2017年06月30日 | キャンプ場および宿泊施設の案内など

Photo by Ume氏

 管理棟に着くのを待っていたかのように雨脚が強まってきた。それでも囲い罠の牛たちは、それほど気にするふうも見せず草を食んだり、濡れた草の上に横たわって口をモグモグさせたりしていた。大きな声をかけてやると、遠くから一斉にこちらに顔を向け、牛特有の無表情な顔をして、しばらく動きを止めたままじっと声の主の方を見続けていた。
 昨日の脱柵した牛の様子見に第1牧区に上がっていくと、その牛59番は草の上で反芻中だった。近づいていくと「昨日はほんの出来心で、ご迷惑をおかけしました」などといった態度などもちろん見せない。せいぜい「あれぇ、おめえどうしたんだ」ぐらいのものだろう。昨日、群れに戻してやる前は、不安に駆られてあんなに吠えていたのに。
 牛を見ていると、それだけで気が和む。

 雨の日でも、最低やっておかなければならないことがある。それが牛の状態を見ながらの頭数確認と、電気牧柵の電圧点検である(今はやっていないが、それにくくり罠の見回りが加わることもある)。今年のように牛の頭数が少ないと簡単に終わるが、雨に濡れながら、広い牧区の中を牛を探し求めて延々苦労したことならいくらでもある。
 電気牧柵は、第1牧区なら7千、第4牧区なら6千ボルト程度は維持するようにしているので、それ以下の場合だとどこかで問題を起こしていることになる。一昨日も小入笠まで問題処理のために上がったばかりだ。

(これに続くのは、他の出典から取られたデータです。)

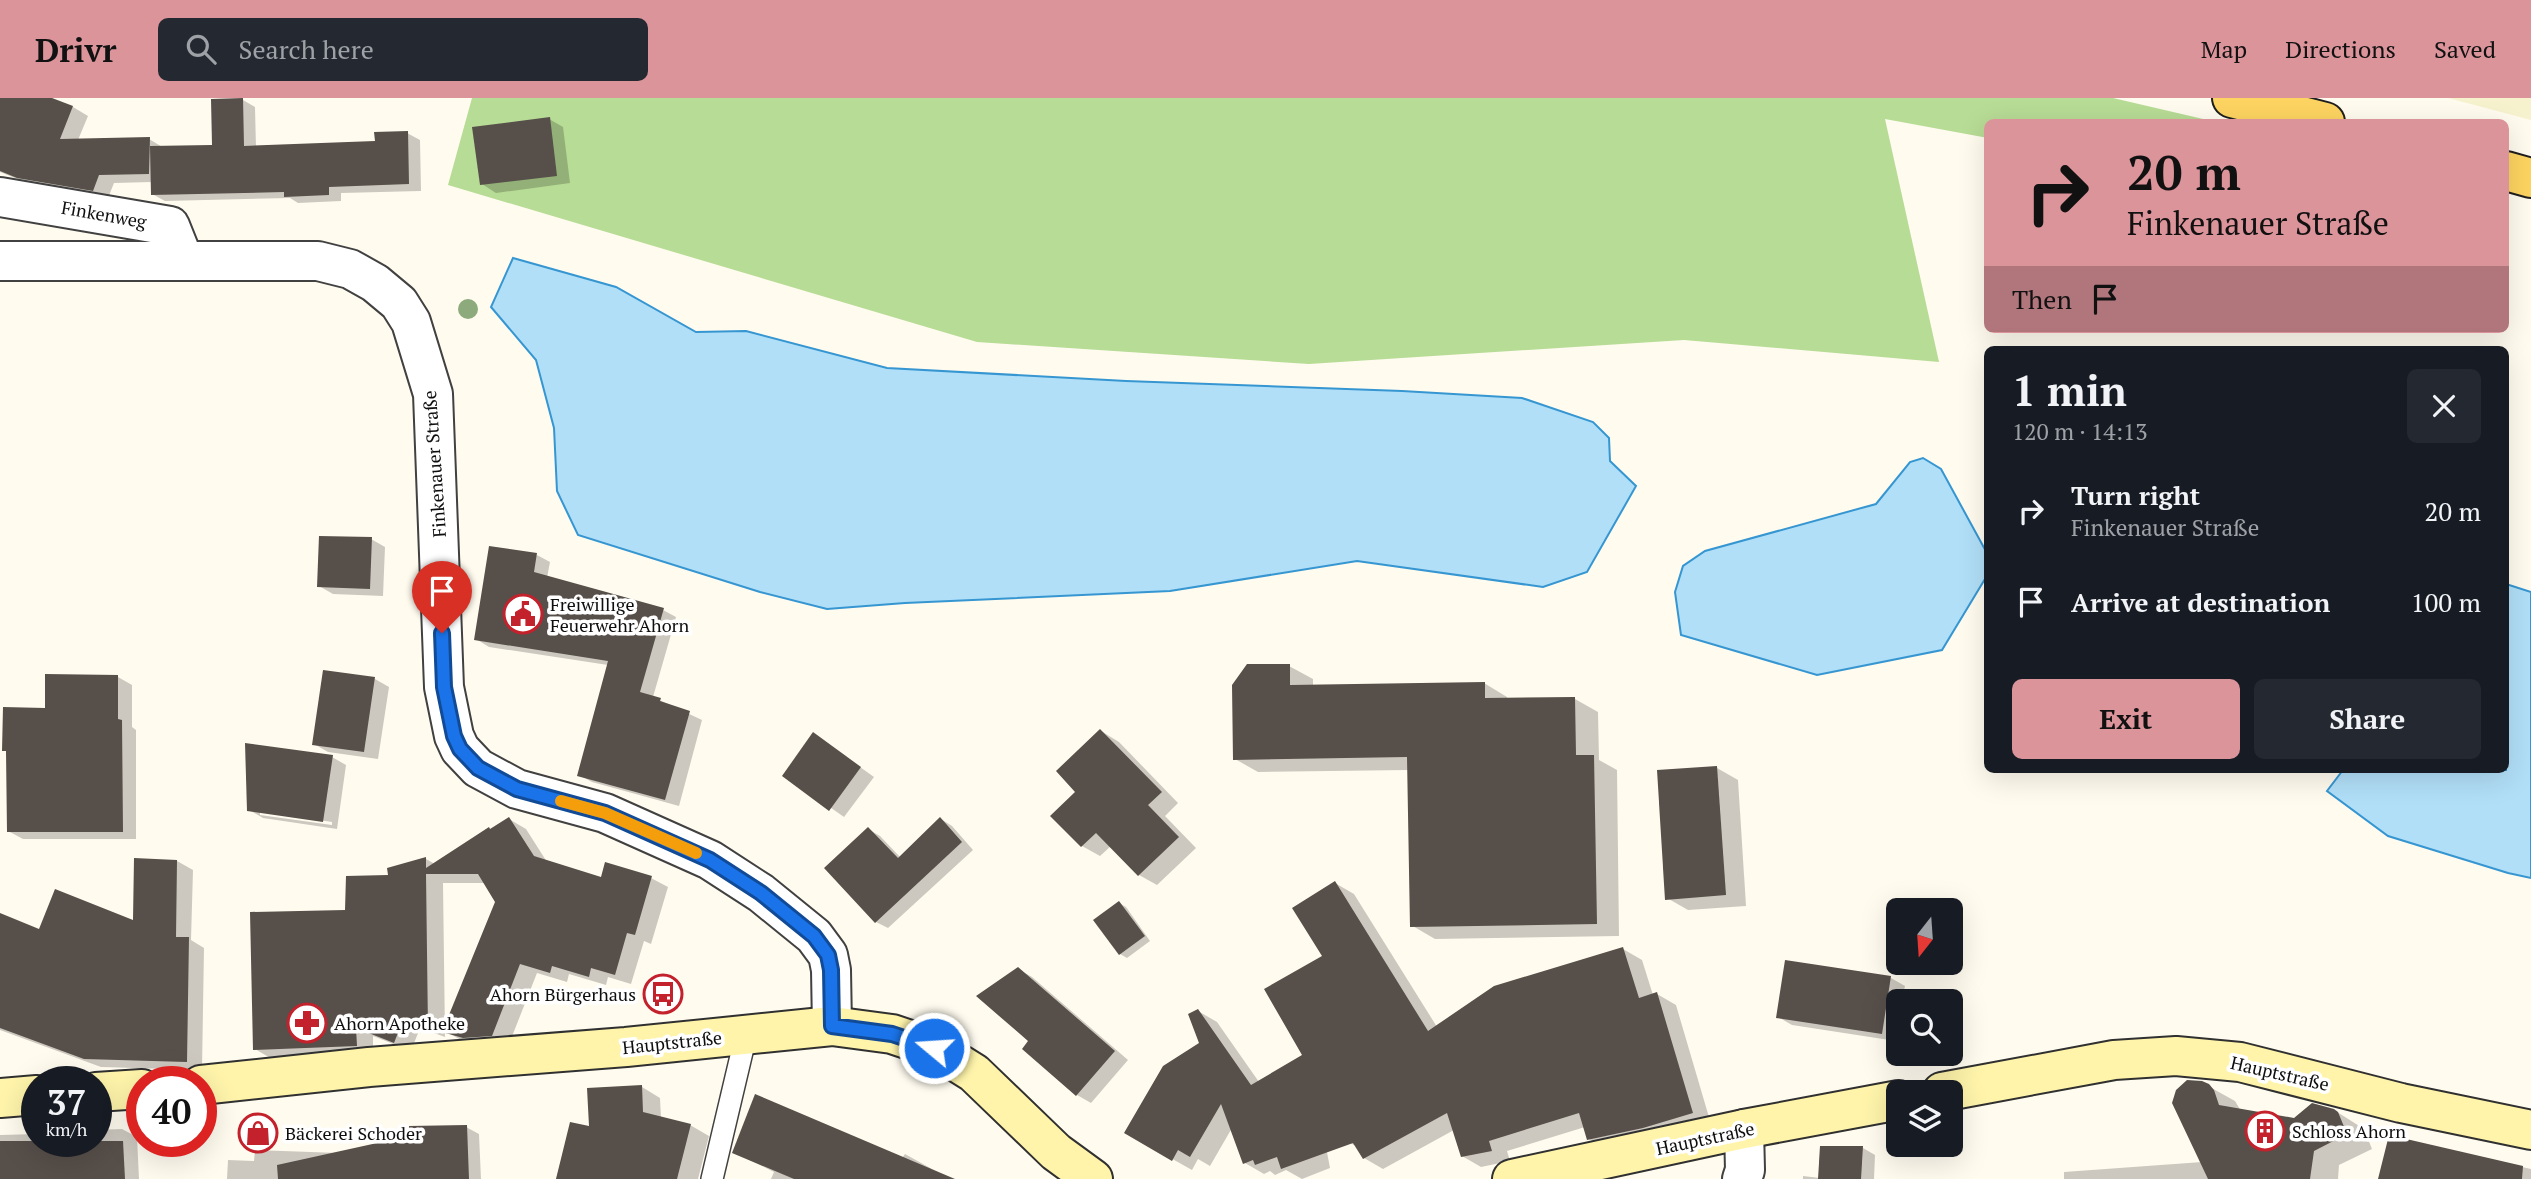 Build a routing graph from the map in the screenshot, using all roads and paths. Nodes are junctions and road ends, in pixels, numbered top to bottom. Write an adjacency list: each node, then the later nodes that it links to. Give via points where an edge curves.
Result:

 上に行って辺りを見回すと、所々に雲が破れ、その隙間から緑の山肌が見えていた。雲の動きは緩慢で、まるで静止画像を見るように、しばらく見入っていた。どこかの山で見たような眺めだったが、目の前のダケカンバの森を再び覆い始めた霧のように、いつにか長い時間が霧に代わってその記憶を隠してしまったらしい。
  
 雨の森も悪くない。キャンプ場及び山小屋の営業内容につきましては、「H29年度の営業案内」「続H29年度の営業案内」を参考にしてください。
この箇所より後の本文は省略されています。